Lidar com multidões, usando armamentos pesados, cães e a força policial do Batalhão de Operações Especiais (Bope), pode até ser eficiente num primeiro momento, porém caso haja revolta da multidão, muitos poderão sair feridos; principalmente quando o efetivo não está psicologicamente preparado para esse tipo de cenário. O Bope, que segundo a Secretaria de Segurança é a "primeira linha de defesa imediata" em caso de ataques com armas ou artefatos químicos, biológicos e radioativos ou que resultam em reféns, levou os correspondentes até sua área de treinamento.

 

Os repórteres estrangeiros conheceram robôs e equipamentos de enfrentamento a terroristas, sequestradores e resgate de vítimas mantidas em cativeiros, assim como desativação de bombas e invasão de áreas tomadas por criminosos (casas, prédios etc.). Um cenário de guerra, totalmente diferente do contexto urbano; porém, todos aplaudiram.            

 

Resta entender que “pimenta nos olhos dos outros não ardem” e que Brasília sequer sediou um grande evento nacional de futebol.
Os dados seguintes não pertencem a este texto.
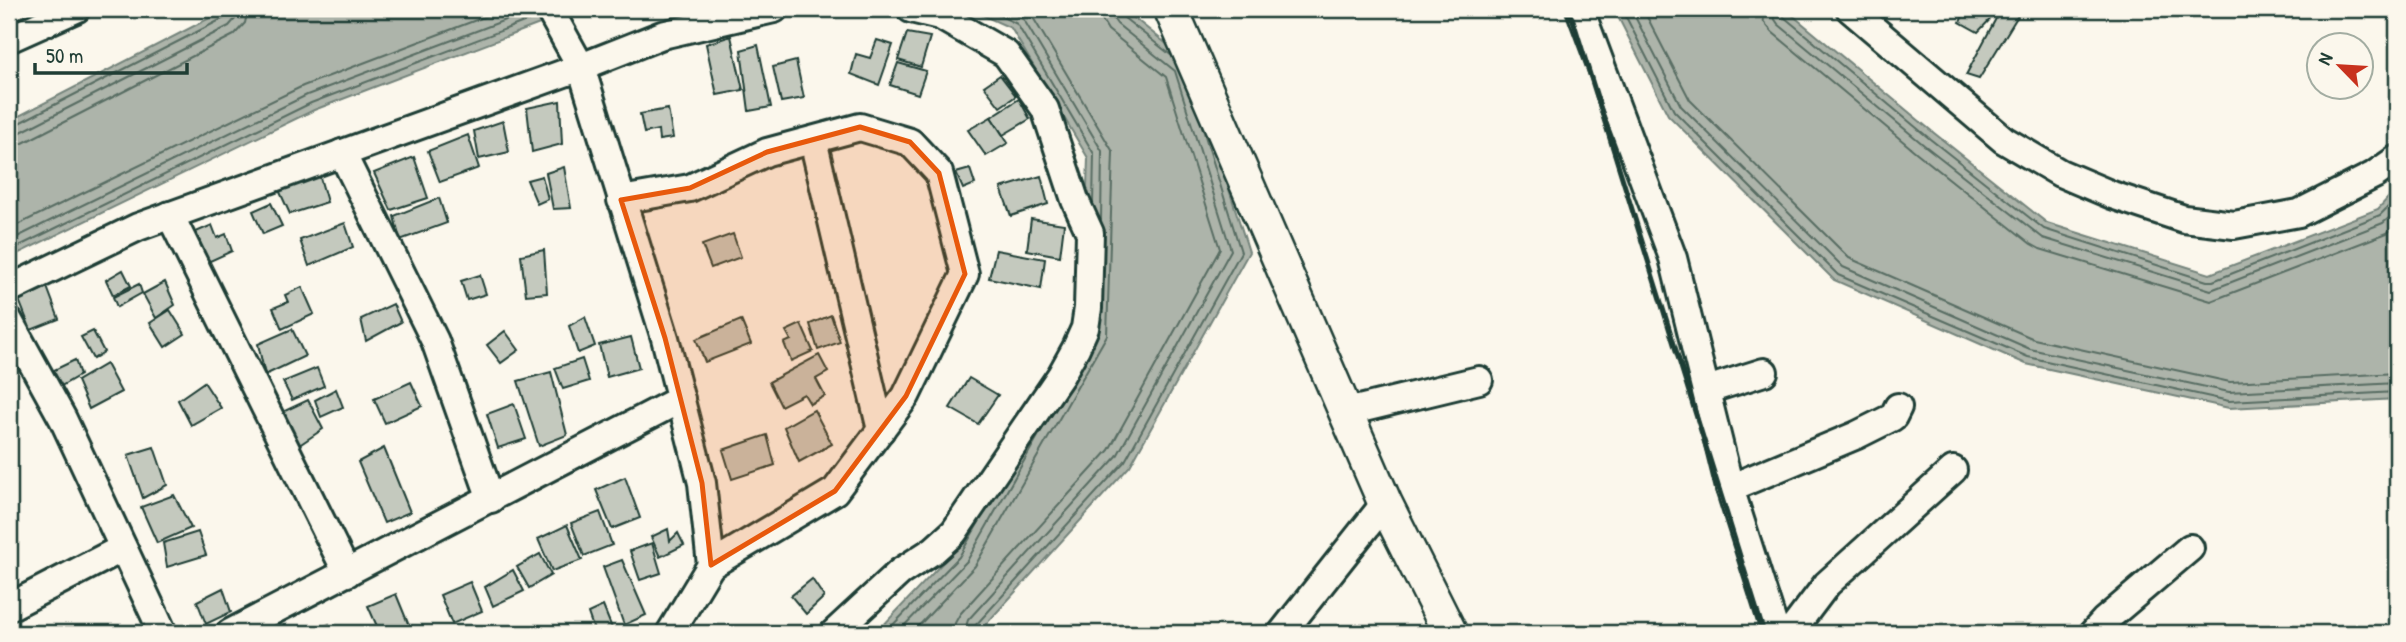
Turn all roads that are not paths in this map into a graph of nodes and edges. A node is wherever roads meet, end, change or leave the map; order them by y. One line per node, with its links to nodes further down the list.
1 (76, 9): 8 (street)
2 (549, 9): 9 (street)
3 (774, 9): 9 (street)
4 (911, 9): 36 (street)
5 (1171, 9): 22 (main road)
6 (1580, 9): 19 (street)
7 (1850, 9): 12 (street)
8 (9, 39)
9 (581, 67): 11 (street); 13 (street)
10 (813, 140): 13 (street); 23 (street); 23 (street)
11 (342, 153): 14 (street); 26 (street)
12 (2397, 159)
13 (621, 200): 20 (street)
14 (170, 215): 15 (street); 31 (street)
15 (9, 289)
16 (9, 321): 28 (street)
17 (1764, 372): 19 (street)
18 (1479, 380): 22 (street)
19 (1707, 390): 25 (street)
20 (681, 399): 26 (street); 30 (street)
21 (1898, 407): 25 (street)
22 (1347, 412): 27 (main road)
23 (881, 430): 30 (street)
24 (1953, 470): 40 (street)
25 (1730, 488): 39 (street)
26 (491, 499): 31 (street)
27 (1385, 503): 37 (street); 38 (main road)
28 (123, 548): 32 (street); 33 (street)
29 (2190, 548): 41 (street)
30 (710, 565): 35 (street)
31 (347, 573): 34 (street)
32 (9, 607)
33 (163, 633)
34 (230, 633)
35 (670, 633)
36 (834, 633)
37 (1282, 633)
38 (1450, 633)
39 (1776, 633)
40 (1790, 633)
41 (2093, 633)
Medidas mais moderadas e efetivas deveriam estar sendo apresentadas, para garantir a segurança dos torcedores. A realidade é que Brasília não está preparada para grandes eventos, igual ao Rio de Janeiro, São Paulo etc., não tem experiência e tudo será uma novidade!      

 

Por Paulo Eduardo Dubiel 

 

Leia mais com Agência Brasília

PM MOSTRA PREPARATIVOS PARA GRANDES EVENTOS

 

Correspondentes da imprensa internacional conferem, em Brasília, treinamento do Bope, batalhão de cães e polícia de choque, que atuarão na Copa das Confederações e do Mundo

 

10 DE JUNHO DE 2013 ÀS 16:05

 

Agência Brasília - Correspondentes de meios da imprensa da China, Rússia, Estados Unidos, Cuba, Venezuela e Uruguai conheceram hoje os preparativos da Polícia Militar do DF para garantir a segurança durante os grandes eventos que Brasília receberá, como a Copa da Confederações e do Mundo, entre outros.

 

"A Polícia (Militar) pensou em todos os cenários (de distúrbios) possíveis e está preparada para qualquer eventualidade", avaliou o jornalista da agência internacional de notícias Associated Press, com sede em Nova York, Marco Sibaja.

 

Ele e o restante do grupo– composto por profissionais que trabalham em rádio, canal de televisão, agências de notícias e jornais –puderam ver demonstrações de operações do Batalhão de Choque apoiadas pelos dois blindados Centurion, projetados e recém adquiridos por essa força.

 

"É interessante, para nós, conhecer e compreender o trabalho da polícia", disse o representante da agência cubana de notícias Prensa Latina, Leovani Garcia.

 

Os repórteres estrangeiros também acompanharam simulações de abordagens policiais com cães e como esses animais atuam na detecção de explosivos, drogas.

 

O Batalhão de Operações Especiais (Bope), que segundo a Secretaria de Segurança é a "primeira linha de defesa imediata" em caso de ataques com armas ou artefatos químicos, biológicos e radioativos ou que resultam em reféns, levou os correspondentes até sua área de treinamento.

 

Eles conheceram robôs e equipamentos de enfrentamento a terroristas, sequestradores e resgate de vítimas mantidas em cativeiros, assim como desativação de bombas e invasão de áreas tomadas por criminosos (casas, prédios etc).

 

O chefe de Comunicação Social da PM, coronel Zilfrank Antero, ressaltou ao grupo de estrangeiros que "a Polícia Militar estava preparada para grandes eventos mesmo antes de eles serem confirmados no Brasil", e ressaltou que a tendência é o aprimoramento da segurança em Brasília.